L’influence des néoconservateurs

Intervention prononcée lors du colloque Où va la société américaine du 4 décembre 2006.

Je ne vais pas exactement vous parler de la société américaine. On m’a demandé ce soir de traiter un sujet que j’ai creusé pendant les six années que j’ai passées aux Etats-Unis comme correspondant pour l’AFP et pour Le Monde : le groupe des néo-conservateurs. D’une certaine manière, ce thème nous ramène à l’identité américaine, car le courant de pensée représenté par les néo-conservateurs, ce mélange d’idéalisme et d’innocence, avec tous les dangers qu’il porte, fait partie de l’identité américaine. J’aurais pu vous parler du rôle des néo-conservateurs dans la politique intérieure américaine mais j’ai choisi de traiter du sujet où leur responsabilité est la plus grave et la plus lourde : l’Irak.

Sans vous redéfinir exactement ce groupe – j’en dirai quelques mots plus tard – je vous dirai simplement que les néo-conservateurs sont un petit groupe d’intellectuels qui ne représentent rien sur le plan électoral et n’ont jamais occupé de fonctions ministérielles importantes. Mais ils étaient quand même dans les positions de « Junior minister » après le 11 septembre et ils ont pu très largement pousser leur calendrier et faire valoir leurs vues.

Dans le débat intellectuel qu’ils ont instauré depuis les années cinquante, d’abord en politique intérieure puis en politique extérieure, les néo-conservateurs ont un principe : les intellectuels portent des responsabilités, au même titre que les politiques et les élus. Une phrase typiquement néo-conservatrice est celle de Erwin Kristol, un des pères du néo-conservatisme : « Les idées ont des conséquences ».

Eh bien la guerre d’Irak est leur idée, une idée née chez eux, à un moment particulier. Elle a eu un caractère extrêmement opérationnel précisément parce qu’elle a émergé à un moment particulier de l’histoire récente des Etats-Unis. Ce qui est affligeant c’est que les néo-conservateurs n’assument aucune responsabilité dans le désastre, dans la calamiteuse situation actuelle en Irak. Depuis la chute de Saddam Hussein le nombre de morts se compterait en centaines de milliers. Deux millions d’Irakiens – ceux qui le pouvaient – ont quitté leur pays et le rythme actuel des départs est de cent mille tous les six mois.

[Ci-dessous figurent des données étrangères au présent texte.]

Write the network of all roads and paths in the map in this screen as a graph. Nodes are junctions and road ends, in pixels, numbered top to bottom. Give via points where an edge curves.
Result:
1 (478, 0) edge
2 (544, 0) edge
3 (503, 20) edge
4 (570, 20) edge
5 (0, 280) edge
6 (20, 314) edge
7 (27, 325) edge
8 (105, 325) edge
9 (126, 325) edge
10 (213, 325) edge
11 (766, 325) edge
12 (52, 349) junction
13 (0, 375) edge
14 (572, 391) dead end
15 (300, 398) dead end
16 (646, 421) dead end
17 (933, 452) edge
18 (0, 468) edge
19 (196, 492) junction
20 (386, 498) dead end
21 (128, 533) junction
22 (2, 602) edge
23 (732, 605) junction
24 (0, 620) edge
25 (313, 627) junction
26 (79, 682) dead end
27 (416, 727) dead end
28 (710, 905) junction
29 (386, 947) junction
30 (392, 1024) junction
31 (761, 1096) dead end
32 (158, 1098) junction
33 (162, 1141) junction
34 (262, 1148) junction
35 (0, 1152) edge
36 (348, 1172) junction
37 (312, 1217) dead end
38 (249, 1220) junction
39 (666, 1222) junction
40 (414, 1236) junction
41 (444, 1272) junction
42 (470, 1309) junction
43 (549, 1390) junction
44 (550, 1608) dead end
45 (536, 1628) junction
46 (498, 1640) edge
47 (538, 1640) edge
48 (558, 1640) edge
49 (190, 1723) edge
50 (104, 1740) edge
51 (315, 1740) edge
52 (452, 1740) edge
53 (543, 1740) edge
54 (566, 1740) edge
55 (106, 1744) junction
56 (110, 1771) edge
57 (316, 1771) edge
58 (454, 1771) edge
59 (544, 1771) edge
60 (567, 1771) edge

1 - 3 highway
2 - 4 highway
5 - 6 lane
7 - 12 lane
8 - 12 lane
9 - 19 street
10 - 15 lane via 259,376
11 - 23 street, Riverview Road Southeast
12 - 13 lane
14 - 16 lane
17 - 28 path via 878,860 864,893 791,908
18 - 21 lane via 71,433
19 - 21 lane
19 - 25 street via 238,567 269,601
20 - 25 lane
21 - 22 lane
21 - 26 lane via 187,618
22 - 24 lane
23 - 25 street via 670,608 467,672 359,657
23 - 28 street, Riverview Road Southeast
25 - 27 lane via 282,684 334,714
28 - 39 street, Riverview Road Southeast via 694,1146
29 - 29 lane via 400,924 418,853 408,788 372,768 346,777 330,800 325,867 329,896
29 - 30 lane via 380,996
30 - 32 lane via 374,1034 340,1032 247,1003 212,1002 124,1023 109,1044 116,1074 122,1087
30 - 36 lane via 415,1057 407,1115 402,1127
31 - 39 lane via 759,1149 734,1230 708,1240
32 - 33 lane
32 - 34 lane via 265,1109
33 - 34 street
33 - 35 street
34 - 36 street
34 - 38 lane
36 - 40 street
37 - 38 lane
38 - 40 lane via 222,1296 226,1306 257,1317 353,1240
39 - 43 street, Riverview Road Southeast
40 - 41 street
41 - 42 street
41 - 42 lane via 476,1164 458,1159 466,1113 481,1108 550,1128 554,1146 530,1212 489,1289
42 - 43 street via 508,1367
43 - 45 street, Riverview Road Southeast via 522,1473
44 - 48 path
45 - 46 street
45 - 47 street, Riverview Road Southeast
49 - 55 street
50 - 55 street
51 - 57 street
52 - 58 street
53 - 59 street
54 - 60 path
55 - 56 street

Avant de venir ici j’ai lu l’organe du noyau dur, ayatollesque, des néo-conservateurs fondamentalistes, le « Weekly standard ». L’éditorial, signé Robert Kagan et William Kristol, rejette toute la responsabilité du désastre non pas sur l’idée d’aller faire la guerre en Irak et de renverser Saddam Hussein mais sur la manière dont l’opération a été conduite. Leur nouvelle bête noire, c’est Rumsfeld, le Pentagone, le Département d’Etat mais eux n’assument aucune responsabilité, ce qui est en contradiction flagrante avec leur principe. Aujourd’hui ils attaquent la commission bipartite chargée d’essayer de donner des idées au Président pour sortir de la débâcle irakienne, présidée par un républicain, l’ancien secrétaire d’Etat James Baker et par un démocrate, ancien président de la commission des Affaires étrangères de la Chambre des représentants, Lee Hamilton. Elle est qualifiée de défaitiste par les néo-conservateurs qui l’accusent de sonner à l’avance la défaite, la retraite de l’Amérique au Proche Orient. Non seulement ils n’assument aucune responsabilité mais ils craignent que le Président ne suive les recommandations de cette commission qu’on devrait avoir d’ici quelques jours.

Comment ont-ils pu exercer pareille influence ?
Comment ont-ils pu marginaliser, reléguer une diplomatie plus traditionnelle de défense des intérêts nationaux, de projection des intérêts américains à travers le monde ?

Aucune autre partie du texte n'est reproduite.